**DATA EXTRACT:**
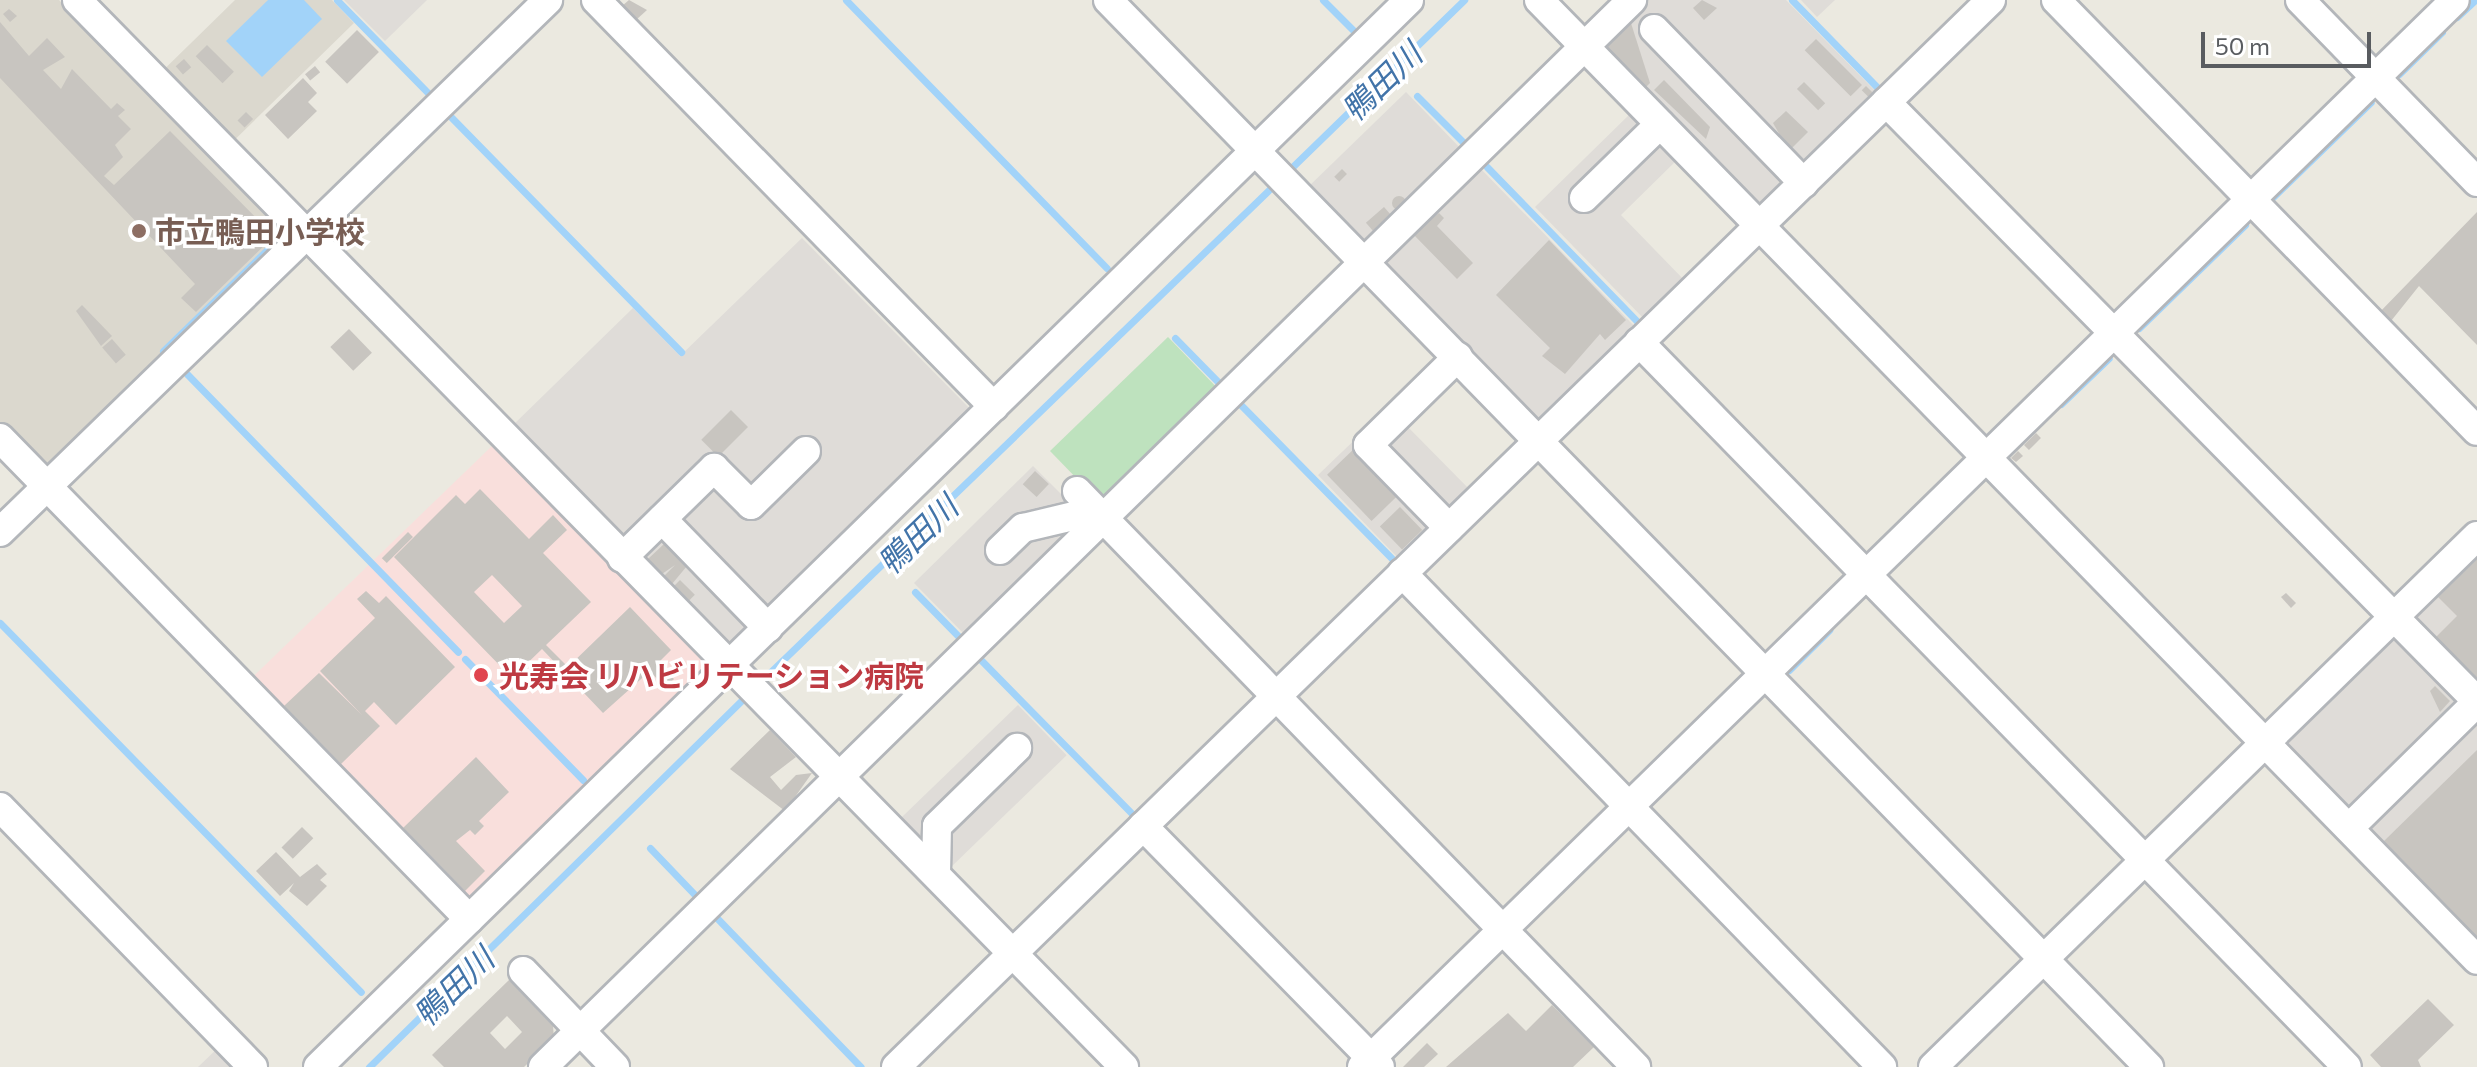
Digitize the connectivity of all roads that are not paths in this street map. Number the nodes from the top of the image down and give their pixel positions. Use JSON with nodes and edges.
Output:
{"nodes":[{"id":1,"x":77,"y":0,"type":"edge"},
{"id":2,"x":548,"y":0,"type":"edge"},
{"id":3,"x":596,"y":0,"type":"edge"},
{"id":4,"x":1108,"y":0,"type":"edge"},
{"id":5,"x":1409,"y":0,"type":"edge"},
{"id":6,"x":1539,"y":0,"type":"edge"},
{"id":7,"x":1991,"y":0,"type":"edge"},
{"id":8,"x":2056,"y":0,"type":"edge"},
{"id":9,"x":2300,"y":0,"type":"edge"},
{"id":10,"x":2455,"y":0,"type":"edge"},
{"id":11,"x":1627,"y":2,"type":"edge"},
{"id":12,"x":1654,"y":29,"type":"dead end"},
{"id":13,"x":1584,"y":47,"type":"junction"},
{"id":14,"x":2375,"y":77,"type":"junction"},
{"id":15,"x":1886,"y":102,"type":"junction"},
{"id":16,"x":1660,"y":124,"type":"junction"},
{"id":17,"x":1259,"y":156,"type":"junction"},
{"id":18,"x":2477,"y":182,"type":"edge"},
{"id":19,"x":1804,"y":183,"type":"junction"},
{"id":20,"x":1584,"y":198,"type":"dead end"},
{"id":21,"x":2250,"y":199,"type":"junction"},
{"id":22,"x":1759,"y":226,"type":"junction"},
{"id":23,"x":305,"y":233,"type":"junction"},
{"id":24,"x":1365,"y":261,"type":"junction"},
{"id":25,"x":2113,"y":333,"type":"junction"},
{"id":26,"x":1639,"y":342,"type":"junction"},
{"id":27,"x":1458,"y":357,"type":"junction"},
{"id":28,"x":994,"y":407,"type":"junction"},
{"id":29,"x":2477,"y":431,"type":"edge"},
{"id":30,"x":0,"y":438,"type":"edge"},
{"id":31,"x":1539,"y":440,"type":"junction"},
{"id":32,"x":806,"y":451,"type":"dead end"},
{"id":33,"x":1985,"y":457,"type":"junction"},
{"id":34,"x":47,"y":486,"type":"junction"},
{"id":35,"x":1092,"y":507,"type":"junction"},
{"id":36,"x":662,"y":519,"type":"junction"},
{"id":37,"x":1449,"y":528,"type":"junction"},
{"id":38,"x":0,"y":532,"type":"edge"},
{"id":39,"x":2477,"y":536,"type":"edge"},
{"id":40,"x":1000,"y":550,"type":"dead end"},
{"id":41,"x":622,"y":558,"type":"junction"},
{"id":42,"x":1402,"y":573,"type":"junction"},
{"id":43,"x":1865,"y":575,"type":"junction"},
{"id":44,"x":2394,"y":616,"type":"junction"},
{"id":45,"x":768,"y":628,"type":"junction"},
{"id":46,"x":733,"y":672,"type":"junction"},
{"id":47,"x":1763,"y":675,"type":"junction"},
{"id":48,"x":1276,"y":696,"type":"junction"},
{"id":49,"x":2477,"y":701,"type":"edge"},
{"id":50,"x":2265,"y":743,"type":"junction"},
{"id":51,"x":1017,"y":748,"type":"dead end"},
{"id":52,"x":840,"y":776,"type":"junction"},
{"id":53,"x":1629,"y":806,"type":"junction"},
{"id":54,"x":0,"y":807,"type":"edge"},
{"id":55,"x":1143,"y":826,"type":"junction"},
{"id":56,"x":2349,"y":828,"type":"junction"},
{"id":57,"x":2143,"y":862,"type":"junction"},
{"id":58,"x":936,"y":874,"type":"junction"},
{"id":59,"x":469,"y":919,"type":"junction"},
{"id":60,"x":1503,"y":929,"type":"junction"},
{"id":61,"x":1013,"y":953,"type":"junction"},
{"id":62,"x":2044,"y":959,"type":"junction"},
{"id":63,"x":2477,"y":960,"type":"edge"},
{"id":64,"x":523,"y":971,"type":"dead end"},
{"id":65,"x":580,"y":1030,"type":"junction"},
{"id":66,"x":1371,"y":1064,"type":"edge"},
{"id":67,"x":253,"y":1067,"type":"edge"},
{"id":68,"x":318,"y":1067,"type":"edge"},
{"id":69,"x":543,"y":1067,"type":"edge"},
{"id":70,"x":615,"y":1067,"type":"edge"},
{"id":71,"x":896,"y":1067,"type":"edge"},
{"id":72,"x":1124,"y":1067,"type":"edge"},
{"id":73,"x":1636,"y":1067,"type":"edge"},
{"id":74,"x":1882,"y":1067,"type":"edge"},
{"id":75,"x":1933,"y":1067,"type":"edge"},
{"id":76,"x":2149,"y":1067,"type":"edge"},
{"id":77,"x":2347,"y":1067,"type":"edge"}],
"edges":[{"from":1,"to":23,"type":"street"},
{"from":2,"to":23,"type":"street"},
{"from":3,"to":28,"type":"street"},
{"from":4,"to":17,"type":"street"},
{"from":5,"to":17,"type":"street"},
{"from":6,"to":13,"type":"street"},
{"from":7,"to":15,"type":"street"},
{"from":8,"to":21,"type":"street"},
{"from":9,"to":14,"type":"street"},
{"from":10,"to":14,"type":"street"},
{"from":11,"to":13,"type":"street"},
{"from":12,"to":19,"type":"street"},
{"from":13,"to":16,"type":"street"},
{"from":13,"to":24,"type":"street"},
{"from":14,"to":18,"type":"street"},
{"from":14,"to":21,"type":"street"},
{"from":15,"to":19,"type":"street"},
{"from":15,"to":25,"type":"street"},
{"from":16,"to":20,"type":"street"},
{"from":16,"to":22,"type":"street"},
{"from":17,"to":24,"type":"street"},
{"from":17,"to":28,"type":"street"},
{"from":19,"to":22,"type":"street"},
{"from":21,"to":25,"type":"street"},
{"from":21,"to":29,"type":"street"},
{"from":22,"to":26,"type":"street"},
{"from":22,"to":33,"type":"street"},
{"from":23,"to":34,"type":"street"},
{"from":23,"to":41,"type":"street"},
{"from":24,"to":27,"type":"street"},
{"from":24,"to":35,"type":"street"},
{"from":25,"to":33,"type":"street"},
{"from":25,"to":44,"type":"street"},
{"from":26,"to":31,"type":"street"},
{"from":26,"to":43,"type":"street"},
{"from":27,"to":31,"type":"street"},
{"from":27,"to":37,"type":"street"},
{"from":28,"to":45,"type":"street"},
{"from":30,"to":34,"type":"street"},
{"from":31,"to":37,"type":"street"},
{"from":31,"to":47,"type":"street"},
{"from":32,"to":36,"type":"street"},
{"from":33,"to":43,"type":"street"},
{"from":33,"to":50,"type":"street"},
{"from":34,"to":38,"type":"street"},
{"from":34,"to":59,"type":"street"},
{"from":35,"to":40,"type":"street"},
{"from":35,"to":48,"type":"street"},
{"from":35,"to":52,"type":"street"},
{"from":36,"to":41,"type":"street"},
{"from":36,"to":45,"type":"street"},
{"from":37,"to":42,"type":"street"},
{"from":39,"to":44,"type":"street"},
{"from":41,"to":46,"type":"street"},
{"from":42,"to":48,"type":"street"},
{"from":42,"to":53,"type":"street"},
{"from":43,"to":47,"type":"street"},
{"from":43,"to":57,"type":"street"},
{"from":44,"to":49,"type":"street"},
{"from":44,"to":50,"type":"street"},
{"from":45,"to":46,"type":"street"},
{"from":46,"to":52,"type":"street"},
{"from":46,"to":59,"type":"street"},
{"from":47,"to":53,"type":"street"},
{"from":47,"to":62,"type":"street"},
{"from":48,"to":55,"type":"street"},
{"from":48,"to":60,"type":"street"},
{"from":49,"to":56,"type":"street"},
{"from":50,"to":56,"type":"street"},
{"from":50,"to":57,"type":"street"},
{"from":51,"to":58,"type":"street"},
{"from":52,"to":58,"type":"street"},
{"from":52,"to":65,"type":"street"},
{"from":53,"to":60,"type":"street"},
{"from":53,"to":74,"type":"street"},
{"from":54,"to":67,"type":"street"},
{"from":55,"to":61,"type":"street"},
{"from":55,"to":66,"type":"street"},
{"from":56,"to":63,"type":"street"},
{"from":57,"to":62,"type":"street"},
{"from":57,"to":77,"type":"street"},
{"from":58,"to":61,"type":"street"},
{"from":59,"to":68,"type":"street"},
{"from":60,"to":66,"type":"street"},
{"from":60,"to":73,"type":"street"},
{"from":61,"to":71,"type":"street"},
{"from":61,"to":72,"type":"street"},
{"from":62,"to":75,"type":"street"},
{"from":62,"to":76,"type":"street"},
{"from":64,"to":65,"type":"street"},
{"from":65,"to":69,"type":"street"},
{"from":65,"to":70,"type":"street"}]}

**WHAT YOU SHOULD DO:** From the entries above, copy every line containing the word "edges".

**SOLUTION TO THE EXERCISE:**
Digitize the connectivity of all roads that are not paths in this street map. Number the nodes from the top of the image down and give their pixel positions. Use JSON with nodes and edges.
"edges":[{"from":1,"to":23,"type":"street"},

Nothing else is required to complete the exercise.